第28話暗い意思
俺は、フリージアから魔法を習った。
テサレシスのやったことやリッツのやったこと、許されざる事柄に俺の心は擦り切れていたのだ。だから、この世全ての人間が悪く思えてなからなかった。
もう、誰の顔も見たくはないほどに。
「人間は、すぐに他人を傷つける。大事な人だって、自分の手に入れるためには傷つけることができる。竜だったら、こんなことはしないだろ。竜だったら、おまえにこんな酷いことは……」
俺が学んだ魔法で、人間は武器を握った歴史を忘れる。
それで、人間が滅んでも俺にはどうでもいいことだった。
「君……魔法の才能があんまりないな」
俺に魔法を教えはじめたフリージアは、ため息をついた。俺はみっちり一年間も勉強したのだが、なかなか魔法を使えなかった。
「仕方ないだろ」
フリージアが使えるのは、古典魔法のみ。
当然、俺が使えるのもそれだけ。だから、今まで魔法の練習はしたことなかったのだ。しかも、現代に伝わっている古典魔法は現代魔法と違って、ちゃんと系統立った学問ではない。親方について技術を学ぶような、そんな職人気質の魔法だった。
「フリージア、よくお前はこんな魔法が使えるな」
「そりゃあ、僕には金竜の記憶があるからな」
フリージアは、胸を張る。
金竜は魔法に優れていたようであり、フリージアもその記憶を引き継いでいるのだ。どうりで、今まで易々と古代魔法を使っていたはずである。そして、その記憶が俺の方にこなかった不平等差を恨んだ。
一年で、俺はようやく古典魔法の基礎を会得した。
だが、基礎だけではフリージアが使おうとしている魔法には届かない。
「最近、フリージアと親しいようだね」
そんなある日、俺は王と話す機会を得た。仕事の都合上で俺が王の警護をしていて、そのときに王は俺に語りかけたのだ。
「仕事上は話す機会が多いので……」
「親しいよね」
王は、微笑む。
「もしも、俺が親しいとして――その親しい人間があんな目にあったら、どう行動すると思いますか?」
俺は、王に尋ねて見た。
「フリージアは欲がない。けれども、フリージアの次の世代はそうとは限らない」
「だから……なのか」
決して、次の世代が生まれないように。
フリージアは傷つけられた。
俺の心に再び、怒りが芽生えた。
「たった、それだけのことで」
「それだけではない」
テサレシスはそう言った。
「国と教会の力が一つになり、再び二分化されれば――この国に大きな損失を与える。

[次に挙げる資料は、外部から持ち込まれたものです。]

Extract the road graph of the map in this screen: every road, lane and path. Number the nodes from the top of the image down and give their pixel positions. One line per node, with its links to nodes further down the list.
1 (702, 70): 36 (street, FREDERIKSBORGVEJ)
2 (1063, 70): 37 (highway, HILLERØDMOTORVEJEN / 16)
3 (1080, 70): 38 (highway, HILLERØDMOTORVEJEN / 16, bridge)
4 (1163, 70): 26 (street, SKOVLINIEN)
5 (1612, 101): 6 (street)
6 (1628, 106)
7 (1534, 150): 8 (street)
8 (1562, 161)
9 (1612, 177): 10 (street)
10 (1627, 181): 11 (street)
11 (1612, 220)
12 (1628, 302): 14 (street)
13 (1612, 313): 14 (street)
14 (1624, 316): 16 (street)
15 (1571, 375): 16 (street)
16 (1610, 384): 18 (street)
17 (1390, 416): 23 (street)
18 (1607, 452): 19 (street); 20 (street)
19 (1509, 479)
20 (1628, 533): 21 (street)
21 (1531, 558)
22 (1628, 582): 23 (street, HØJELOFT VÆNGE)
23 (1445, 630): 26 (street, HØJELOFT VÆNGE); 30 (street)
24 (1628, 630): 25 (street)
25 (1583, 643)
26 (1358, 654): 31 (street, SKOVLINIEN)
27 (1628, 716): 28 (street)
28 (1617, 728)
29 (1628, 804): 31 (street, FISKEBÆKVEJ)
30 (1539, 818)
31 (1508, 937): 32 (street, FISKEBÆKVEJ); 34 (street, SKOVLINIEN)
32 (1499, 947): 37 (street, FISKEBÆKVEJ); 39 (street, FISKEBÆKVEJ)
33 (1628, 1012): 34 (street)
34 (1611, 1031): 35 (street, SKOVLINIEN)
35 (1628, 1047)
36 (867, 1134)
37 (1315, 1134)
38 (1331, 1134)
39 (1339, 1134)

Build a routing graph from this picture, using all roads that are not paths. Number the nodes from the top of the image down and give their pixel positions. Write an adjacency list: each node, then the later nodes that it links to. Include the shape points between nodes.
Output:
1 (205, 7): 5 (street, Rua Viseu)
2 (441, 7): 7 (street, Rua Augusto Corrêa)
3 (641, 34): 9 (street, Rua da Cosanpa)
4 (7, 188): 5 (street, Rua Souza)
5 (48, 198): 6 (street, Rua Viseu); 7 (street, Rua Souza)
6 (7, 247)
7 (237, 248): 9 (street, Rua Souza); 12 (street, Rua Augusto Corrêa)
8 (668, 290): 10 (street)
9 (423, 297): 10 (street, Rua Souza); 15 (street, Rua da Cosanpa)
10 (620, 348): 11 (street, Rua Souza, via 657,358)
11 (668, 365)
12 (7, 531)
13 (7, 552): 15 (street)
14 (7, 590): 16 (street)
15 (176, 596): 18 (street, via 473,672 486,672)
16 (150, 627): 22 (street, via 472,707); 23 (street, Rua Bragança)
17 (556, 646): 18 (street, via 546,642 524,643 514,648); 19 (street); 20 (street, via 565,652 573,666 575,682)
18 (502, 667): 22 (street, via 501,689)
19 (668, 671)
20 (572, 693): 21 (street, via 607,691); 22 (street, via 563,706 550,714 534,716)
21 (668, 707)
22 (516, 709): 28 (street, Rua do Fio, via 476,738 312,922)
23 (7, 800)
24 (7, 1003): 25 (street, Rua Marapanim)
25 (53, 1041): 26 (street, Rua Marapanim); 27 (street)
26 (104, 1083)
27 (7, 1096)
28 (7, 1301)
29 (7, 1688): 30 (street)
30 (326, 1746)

私はそれを阻止したんだよ」
「それで、まだ生まれてもいない王子が、きっと将来の王と聖王の双方の位を継ぐのでしょうね」
それは、この国の安然なのだろう。
けれども、俺はそれを許せなかった。
――ぷっつん。
なにかが俺のなかで切れた。
「うわぁぁぁぁ!!」
俺は叫んだ。
王の護衛中だというのに、俺は倒れてしまっていた。